На одно из обстоятельств, способствовавших не только возникновению, но в значительно большей сте­пени развитию преступности, я хотел бы обратить вни­мание — на связь преступности с частной собствен­ностью. Именно она стала краеугольным камнем столк­новений между эксплуататорскими классами и осталь­ными членами общества. Покушения на частную собственность родили и наиболее суровое уголовное законо­дательство. Именно здесь проявилось стремление зако­нодателей установить повышенную защиту частной соб­ственности от преступных посягательств. В то же вре­мя то, что собственность представителями господствую­щих классов нередко добывалась противозаконными, преступными методами, преступностью не считалось. Запомним это противоречие! И заметим: имущественное расслоение и резкий разрыв в материальных возможнос­тях особенно болезнен для людей.

Между тем, в советской прессе, в выступлениях ряда ученых, экономистов в первую очередь, а также публи­цистов провозглашалась и отстаивалась идея о возрож­дении частной собственности. Ожесточенные споры шли в Верховных Советах, принимались решения. Не буду вступать в дискуссию, какой социализм (и социализм ли?) они имеют в виду, как не буду и спорить о пользе или вреде частной собственности прежде всего в эконо­мическом развитии. Но, напомню лишь, что до нас не только марксистами было сказано, что частная собст­венность — источник эксплуатации человека человеком, обогащения, имущественной (и, на этой основе, полити­ческой, социальной) поляризации людей, а значит, источ­ник острых социальных конфликтов, крайним из которых является преступность. Ее «прогрессивная роль» в этом плане была и будет всегда неисчерпаемой. Криминоло­ги уже сейчас отмечают рост числа преступлений в на­шей стране, вызванных возрождающимися частнособст­венническими отношениями и стремлением определен­ных групп людей к обогащению, нарушающими не толь­ко законы, принцип доходов по труду, но и элементарную социальную справедливость.

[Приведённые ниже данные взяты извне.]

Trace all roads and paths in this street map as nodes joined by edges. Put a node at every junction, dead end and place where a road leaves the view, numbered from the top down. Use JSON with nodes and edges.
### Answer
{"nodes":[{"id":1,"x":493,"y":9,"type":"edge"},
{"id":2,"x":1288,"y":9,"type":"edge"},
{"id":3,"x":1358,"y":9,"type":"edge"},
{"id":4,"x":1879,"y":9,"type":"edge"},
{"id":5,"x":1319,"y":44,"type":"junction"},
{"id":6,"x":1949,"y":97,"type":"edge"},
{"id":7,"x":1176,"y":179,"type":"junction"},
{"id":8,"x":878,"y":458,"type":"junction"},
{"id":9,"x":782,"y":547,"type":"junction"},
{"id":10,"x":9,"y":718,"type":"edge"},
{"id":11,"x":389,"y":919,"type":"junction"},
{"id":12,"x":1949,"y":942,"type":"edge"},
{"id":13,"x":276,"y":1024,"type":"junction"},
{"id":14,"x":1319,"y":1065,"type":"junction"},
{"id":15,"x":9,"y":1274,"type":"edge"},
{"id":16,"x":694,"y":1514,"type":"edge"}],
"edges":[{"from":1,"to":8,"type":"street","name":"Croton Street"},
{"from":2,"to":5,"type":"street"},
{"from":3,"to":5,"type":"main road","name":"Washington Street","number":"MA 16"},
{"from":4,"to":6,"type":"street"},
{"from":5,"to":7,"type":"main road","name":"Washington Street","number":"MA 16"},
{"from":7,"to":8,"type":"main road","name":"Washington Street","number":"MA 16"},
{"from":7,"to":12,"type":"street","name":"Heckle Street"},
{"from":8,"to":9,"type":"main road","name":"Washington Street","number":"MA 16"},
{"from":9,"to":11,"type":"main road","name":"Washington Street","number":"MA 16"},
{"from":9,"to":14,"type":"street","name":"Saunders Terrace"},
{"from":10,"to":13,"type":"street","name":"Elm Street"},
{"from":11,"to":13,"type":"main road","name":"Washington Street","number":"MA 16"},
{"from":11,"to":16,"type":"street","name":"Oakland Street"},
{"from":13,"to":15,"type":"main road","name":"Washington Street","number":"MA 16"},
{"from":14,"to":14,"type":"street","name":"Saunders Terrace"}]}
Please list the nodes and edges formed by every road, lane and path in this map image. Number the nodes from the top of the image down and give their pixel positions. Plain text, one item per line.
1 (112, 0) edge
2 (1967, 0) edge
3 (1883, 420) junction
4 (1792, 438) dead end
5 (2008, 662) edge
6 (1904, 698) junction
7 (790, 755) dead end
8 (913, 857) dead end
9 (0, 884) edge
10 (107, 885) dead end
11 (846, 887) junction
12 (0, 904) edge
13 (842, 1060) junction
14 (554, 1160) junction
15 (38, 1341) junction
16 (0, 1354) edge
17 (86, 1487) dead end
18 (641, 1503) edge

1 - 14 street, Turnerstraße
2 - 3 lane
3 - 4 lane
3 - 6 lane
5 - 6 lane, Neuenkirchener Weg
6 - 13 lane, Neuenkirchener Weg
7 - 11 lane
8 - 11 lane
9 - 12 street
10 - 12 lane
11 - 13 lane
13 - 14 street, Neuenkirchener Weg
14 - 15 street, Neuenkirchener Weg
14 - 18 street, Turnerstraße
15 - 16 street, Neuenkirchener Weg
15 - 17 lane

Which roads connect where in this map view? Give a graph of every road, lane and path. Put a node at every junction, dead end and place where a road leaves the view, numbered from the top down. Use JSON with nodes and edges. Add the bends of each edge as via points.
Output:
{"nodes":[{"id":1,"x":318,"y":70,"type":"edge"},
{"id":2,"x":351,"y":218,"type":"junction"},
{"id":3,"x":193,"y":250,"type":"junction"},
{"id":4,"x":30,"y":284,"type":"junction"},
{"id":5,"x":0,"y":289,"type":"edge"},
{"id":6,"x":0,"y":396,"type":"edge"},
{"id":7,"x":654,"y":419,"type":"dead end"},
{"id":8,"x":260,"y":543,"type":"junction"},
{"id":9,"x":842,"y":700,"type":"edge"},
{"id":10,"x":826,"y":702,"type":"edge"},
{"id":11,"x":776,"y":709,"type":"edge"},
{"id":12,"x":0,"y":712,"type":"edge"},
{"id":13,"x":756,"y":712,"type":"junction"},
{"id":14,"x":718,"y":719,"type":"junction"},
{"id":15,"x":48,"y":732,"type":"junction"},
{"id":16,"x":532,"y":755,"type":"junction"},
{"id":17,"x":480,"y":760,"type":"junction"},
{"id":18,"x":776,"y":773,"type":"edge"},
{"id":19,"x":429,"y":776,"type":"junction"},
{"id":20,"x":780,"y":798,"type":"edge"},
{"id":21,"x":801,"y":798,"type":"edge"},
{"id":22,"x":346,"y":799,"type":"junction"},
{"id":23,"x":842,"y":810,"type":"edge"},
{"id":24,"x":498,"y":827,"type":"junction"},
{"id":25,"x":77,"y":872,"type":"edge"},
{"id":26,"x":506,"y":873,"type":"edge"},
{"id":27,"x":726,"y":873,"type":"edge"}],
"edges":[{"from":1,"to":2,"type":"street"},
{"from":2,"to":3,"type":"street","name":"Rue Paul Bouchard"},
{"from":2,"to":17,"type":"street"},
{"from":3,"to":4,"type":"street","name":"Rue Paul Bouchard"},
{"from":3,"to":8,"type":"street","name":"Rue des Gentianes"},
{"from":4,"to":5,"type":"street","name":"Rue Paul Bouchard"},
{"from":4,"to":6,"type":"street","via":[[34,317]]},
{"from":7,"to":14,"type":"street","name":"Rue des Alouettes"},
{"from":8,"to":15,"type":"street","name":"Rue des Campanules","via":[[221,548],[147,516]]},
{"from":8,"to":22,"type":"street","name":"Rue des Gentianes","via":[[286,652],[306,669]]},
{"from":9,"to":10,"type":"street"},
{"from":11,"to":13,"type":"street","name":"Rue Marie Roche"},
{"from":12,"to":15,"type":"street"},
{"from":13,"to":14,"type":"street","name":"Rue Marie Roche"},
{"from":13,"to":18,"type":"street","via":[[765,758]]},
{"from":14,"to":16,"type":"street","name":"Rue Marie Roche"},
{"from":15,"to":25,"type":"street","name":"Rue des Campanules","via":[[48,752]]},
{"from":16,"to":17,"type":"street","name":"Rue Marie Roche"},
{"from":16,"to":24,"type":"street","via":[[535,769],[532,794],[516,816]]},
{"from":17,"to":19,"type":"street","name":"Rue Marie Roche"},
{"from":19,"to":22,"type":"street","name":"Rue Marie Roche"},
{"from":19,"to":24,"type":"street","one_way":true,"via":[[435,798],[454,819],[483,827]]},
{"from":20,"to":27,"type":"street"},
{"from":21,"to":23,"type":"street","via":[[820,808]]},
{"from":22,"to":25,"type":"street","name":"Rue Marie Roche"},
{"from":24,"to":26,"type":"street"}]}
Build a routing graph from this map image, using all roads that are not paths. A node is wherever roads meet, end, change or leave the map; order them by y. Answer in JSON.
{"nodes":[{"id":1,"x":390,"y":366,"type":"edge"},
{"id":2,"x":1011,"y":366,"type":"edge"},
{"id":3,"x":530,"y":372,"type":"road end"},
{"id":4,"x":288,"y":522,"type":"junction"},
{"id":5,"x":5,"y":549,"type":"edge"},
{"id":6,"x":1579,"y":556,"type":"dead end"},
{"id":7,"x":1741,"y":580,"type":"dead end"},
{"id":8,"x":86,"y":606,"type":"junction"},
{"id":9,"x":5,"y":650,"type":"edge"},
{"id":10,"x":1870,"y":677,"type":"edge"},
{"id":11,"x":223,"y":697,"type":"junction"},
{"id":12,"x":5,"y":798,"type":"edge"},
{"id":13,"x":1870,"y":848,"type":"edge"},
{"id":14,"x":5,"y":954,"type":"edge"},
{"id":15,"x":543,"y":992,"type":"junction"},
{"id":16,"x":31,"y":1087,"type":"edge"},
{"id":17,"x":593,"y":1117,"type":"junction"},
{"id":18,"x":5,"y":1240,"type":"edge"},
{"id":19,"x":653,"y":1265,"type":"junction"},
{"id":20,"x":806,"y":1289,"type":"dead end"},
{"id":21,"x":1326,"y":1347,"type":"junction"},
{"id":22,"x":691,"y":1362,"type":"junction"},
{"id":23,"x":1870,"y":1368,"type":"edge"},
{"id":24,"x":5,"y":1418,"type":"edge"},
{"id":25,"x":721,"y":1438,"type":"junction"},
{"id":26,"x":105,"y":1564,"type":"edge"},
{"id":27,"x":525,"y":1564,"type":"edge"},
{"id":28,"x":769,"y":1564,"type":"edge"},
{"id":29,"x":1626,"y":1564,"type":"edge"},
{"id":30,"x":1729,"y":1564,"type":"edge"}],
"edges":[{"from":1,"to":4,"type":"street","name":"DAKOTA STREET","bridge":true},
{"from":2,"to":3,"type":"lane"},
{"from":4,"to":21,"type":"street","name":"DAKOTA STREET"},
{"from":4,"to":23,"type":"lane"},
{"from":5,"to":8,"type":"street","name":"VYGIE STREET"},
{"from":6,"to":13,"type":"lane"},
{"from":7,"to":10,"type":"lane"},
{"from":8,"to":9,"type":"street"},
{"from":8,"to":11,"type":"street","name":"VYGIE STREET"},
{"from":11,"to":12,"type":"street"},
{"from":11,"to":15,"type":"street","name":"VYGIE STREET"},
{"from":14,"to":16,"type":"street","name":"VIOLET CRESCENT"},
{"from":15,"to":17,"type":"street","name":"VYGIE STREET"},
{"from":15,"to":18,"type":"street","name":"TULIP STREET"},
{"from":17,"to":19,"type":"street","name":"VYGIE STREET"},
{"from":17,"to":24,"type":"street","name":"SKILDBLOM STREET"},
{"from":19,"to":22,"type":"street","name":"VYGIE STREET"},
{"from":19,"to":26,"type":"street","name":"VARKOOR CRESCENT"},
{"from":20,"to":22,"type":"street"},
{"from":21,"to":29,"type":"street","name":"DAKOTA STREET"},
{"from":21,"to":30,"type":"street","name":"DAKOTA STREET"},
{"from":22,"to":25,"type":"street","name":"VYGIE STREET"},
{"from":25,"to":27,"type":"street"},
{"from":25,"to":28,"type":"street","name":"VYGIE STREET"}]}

Если общество будет и далее развиваться по этому пути, то не надо удивляться росту преступности и ме­тать против нее громы и молнии. Преступность в подоб­ных условиях есть естественное следствие социальных процессов. Это надо понимать, не питать иллюзий самим и не обманывать народ.

Быть или не быть частной собственности — решать политикам, но при полном понимании того, что общест­венная жизнь претерпит колоссальные изменения и со­циальные противоречия во многом обострятся. Напом­ню лишь, как криминолог, что известный ученый, сов­ременник Маркса П. Лафарг, специально занимавшийся проблемой преступности, считал преступность неизбежным следствием современной структуры с его правом частной собственности, а русский ученый М Гернет (не «правомерный» марксист), солидаризировавшийся с П. Лафаргом, писал, что факторы преступности оказыва­ются в тесной связи с институтом частной собственности.16 Тот, «то думает лишь о положительном экономи­ческом эффекте частной собственности, должен заду­маться и о нейтрализации ее негативных криминологи­ческих последствий.